(Collected data)
########

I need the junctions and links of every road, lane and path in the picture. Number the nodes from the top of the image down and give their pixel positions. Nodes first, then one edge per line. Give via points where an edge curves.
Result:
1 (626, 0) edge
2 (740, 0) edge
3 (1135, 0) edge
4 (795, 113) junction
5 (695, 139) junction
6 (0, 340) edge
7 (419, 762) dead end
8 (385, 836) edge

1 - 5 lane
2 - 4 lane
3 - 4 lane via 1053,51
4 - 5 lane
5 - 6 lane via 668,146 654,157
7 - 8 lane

########

◆ **Your assignment**:
Would you transcribe the entries above exactly as they appear?

◆ **Response**:
I need the junctions and links of every road, lane and path in the picture. Number the nodes from the top of the image down and give their pixel positions. Nodes first, then one edge per line. Give via points where an edge curves.
Result:
1 (626, 0) edge
2 (740, 0) edge
3 (1135, 0) edge
4 (795, 113) junction
5 (695, 139) junction
6 (0, 340) edge
7 (419, 762) dead end
8 (385, 836) edge

1 - 5 lane
2 - 4 lane
3 - 4 lane via 1053,51
4 - 5 lane
5 - 6 lane via 668,146 654,157
7 - 8 lane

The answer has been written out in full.